I to właśnie taką poezją, bądź też prozą artystyczną, prostą i zrozumiałą, będę od czasu starał się zainteresować i zachęcić do jej poznania Czytelników mojego blogu.

A dziś na koniec klasyczny przykład wiersza, który chce się czytać i podziwiać:

Czemu zanadto w jednej osobie?
Tej a nie innej? I co ja tu robię?
W dzień co jest wtorkiem? W domu nie gnieździe?
W skórze nie łusce ? Z twarzą nie liściem ?
Dlaczego tylko raz osobiście?
Właśnie na ziemi przy małej gwieździe?
Po tylu erach nieobecności?
Za wszystkie czasy i wszystkie glony?
Za jamochłony i nieboskłony?
Akurat teraz?
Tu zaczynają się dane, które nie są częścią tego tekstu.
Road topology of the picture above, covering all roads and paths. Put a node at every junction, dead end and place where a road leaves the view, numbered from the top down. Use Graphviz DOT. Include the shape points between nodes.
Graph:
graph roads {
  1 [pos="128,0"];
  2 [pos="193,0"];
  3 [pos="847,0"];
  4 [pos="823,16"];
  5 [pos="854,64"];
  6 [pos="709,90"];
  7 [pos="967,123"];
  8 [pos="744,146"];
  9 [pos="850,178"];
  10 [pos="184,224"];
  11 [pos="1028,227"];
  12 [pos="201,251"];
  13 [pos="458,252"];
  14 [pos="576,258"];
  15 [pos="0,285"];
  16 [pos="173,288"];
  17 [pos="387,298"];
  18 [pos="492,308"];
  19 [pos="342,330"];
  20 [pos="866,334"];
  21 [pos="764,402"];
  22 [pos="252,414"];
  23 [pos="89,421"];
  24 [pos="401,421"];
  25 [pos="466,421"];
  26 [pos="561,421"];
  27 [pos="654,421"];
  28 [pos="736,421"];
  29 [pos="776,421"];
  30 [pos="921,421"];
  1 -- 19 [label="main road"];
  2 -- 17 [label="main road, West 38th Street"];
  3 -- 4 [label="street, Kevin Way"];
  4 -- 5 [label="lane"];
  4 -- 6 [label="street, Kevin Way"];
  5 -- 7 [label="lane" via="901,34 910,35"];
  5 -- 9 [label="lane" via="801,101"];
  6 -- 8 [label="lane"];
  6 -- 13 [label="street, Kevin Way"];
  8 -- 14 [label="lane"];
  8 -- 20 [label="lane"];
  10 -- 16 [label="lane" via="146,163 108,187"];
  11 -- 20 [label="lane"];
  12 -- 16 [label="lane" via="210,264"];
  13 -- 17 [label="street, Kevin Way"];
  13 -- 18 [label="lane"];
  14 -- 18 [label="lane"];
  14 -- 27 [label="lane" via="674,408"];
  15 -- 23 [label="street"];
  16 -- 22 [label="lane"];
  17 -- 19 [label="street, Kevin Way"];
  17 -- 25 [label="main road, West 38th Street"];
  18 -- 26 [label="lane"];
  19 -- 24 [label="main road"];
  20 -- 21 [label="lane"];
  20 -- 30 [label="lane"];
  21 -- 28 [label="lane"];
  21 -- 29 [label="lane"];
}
Do krwi i kości?
Sama u siebie z sobą? Czemu
nie obok ani sto lat temu
siedzę i patrzę w ciemny kąt
-  tak jak z wzniesionym nagle łbem
patrzy warczące zwane psem?

Te wydawałoby się nadzwyczaj proste, a jakże głębokie, egzystencjalne pytanie zadawała sobie nie kto inny, tylko nasza Noblistka, Wisława Szymborska, w wierszu p.t. „Zdziwienie”.

Ja też od czasu do czasu spoglądam na mój blog i zadaję sobie pytanie – Czemu? Ale dziś jest refleksyjna sobota, więc filozoficzne zapytania są całkiem na miejscu.